Gradually, word of what was happening got around campus. To my amazement, there was almost no commotion. Some of my friends were a little surprised—most people at my school lean Left. But a history teacher I’d never met took me aside one day to tell me he appreciated the stand I was taking, and that his church was praying for me. Suing didn’t ruin my life, after all.
In fact, it gave me courage. Through drama club, I was cast that semester in a play written by a fellow student. I soon realized it contained elements that I couldn’t, in good conscience, be a part of. I found the writer and, swallowing my fears of conflict, told her of my concerns, and that, as a Christian, I needed to drop out of her play. To my astonishment, she understood, and told me she’d take out the offending elements and rewrite it—just so I could be in it.

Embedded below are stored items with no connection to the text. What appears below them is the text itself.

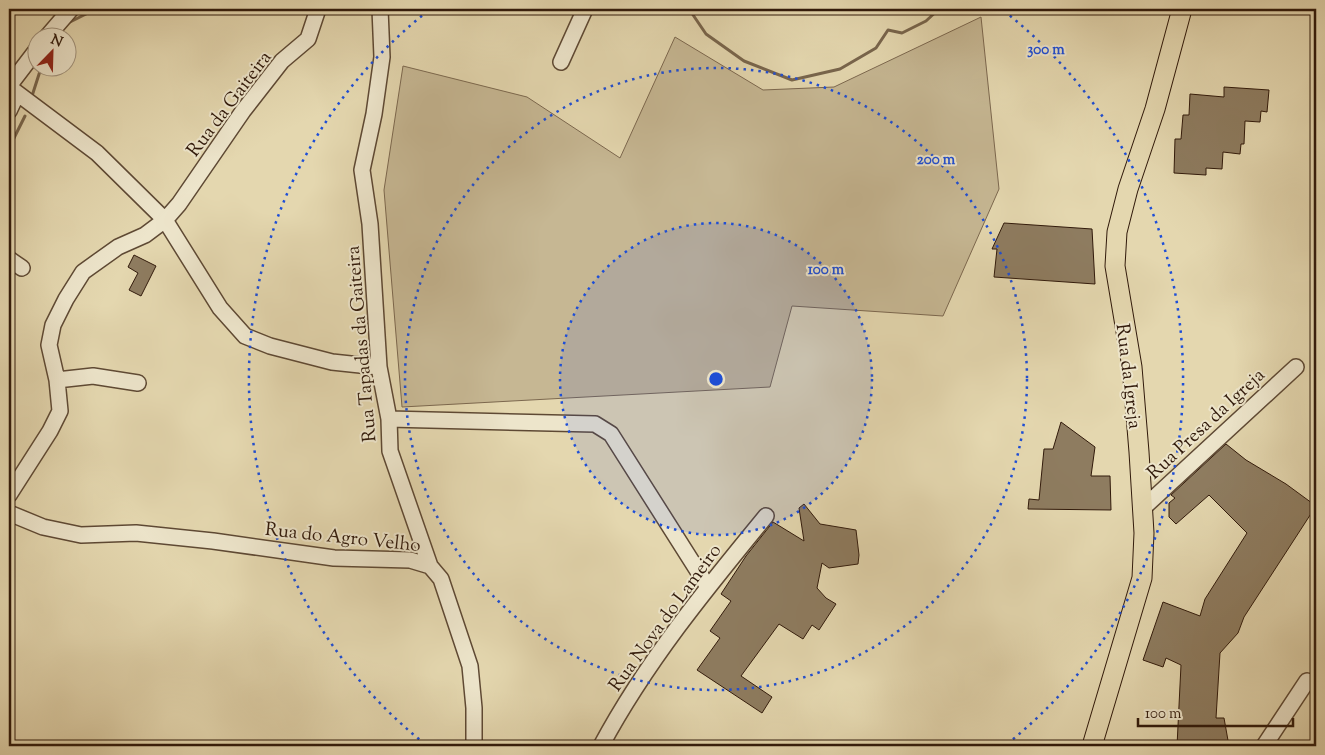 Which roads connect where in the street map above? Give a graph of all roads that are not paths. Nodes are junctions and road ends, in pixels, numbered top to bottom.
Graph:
1 (71, 9) edge
2 (318, 9) edge
3 (380, 9) edge
4 (585, 9) edge
5 (1182, 9) edge
6 (55, 28) edge
7 (561, 62) dead end
8 (28, 64) edge
9 (12, 89) edge
10 (9, 111) edge
11 (165, 220) junction
12 (9, 259) edge
13 (22, 268) dead end
14 (379, 367) junction
15 (1296, 367) dead end
16 (57, 380) junction
17 (138, 382) dead end
18 (389, 418) junction
19 (9, 495) edge
20 (1142, 509) junction
21 (9, 513) edge
22 (766, 516) dead end
23 (430, 566) junction
24 (708, 587) junction
25 (1307, 681) dead end
26 (474, 746) edge
27 (601, 746) edge
28 (1092, 746) edge
29 (1264, 746) edge

1 - 6 street
2 - 11 street, Rua da Gaiteira
3 - 14 street, Rua Tapadas da Gaiteira
4 - 7 street
5 - 20 main road, Rua da Igreja
8 - 9 street
9 - 10 street
9 - 11 street
11 - 14 street
11 - 16 street
12 - 13 street
14 - 18 street, Rua Tapadas da Gaiteira
15 - 20 street, Rua Presa da Igreja
16 - 17 street
16 - 19 street
18 - 23 street, Rua Tapadas da Gaiteira
18 - 24 street
20 - 28 main road, Rua da Igreja
21 - 23 street, Rua do Agro Velho
22 - 24 street, Rua Nova do Lameiro
23 - 26 street, Rua do Agro Velho
24 - 27 street, Rua Nova do Lameiro
25 - 29 street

Both experiences—the lawsuit, and that play—helped me realize that God uses small people to do big things, and gives them what they need to do them. When we called Alliance Defending Freedom, my dad was out of work. We had no income. But God provided Christian attorneys who took our case at no charge—and won! The school board not only gave me NHS credit for my church work, but changed their policy so other students could get that kind of credit, too. (A California school district later changed its policy, to follow suit—so my lawsuit not only helped students in Fairfax County but in another district as well.)
Conflict is still not my favorite thing, but I’m learning. I’m so thankful that when I was afraid, God gave me courage. And when I needed help, He gave me Alliance Defending Freedom.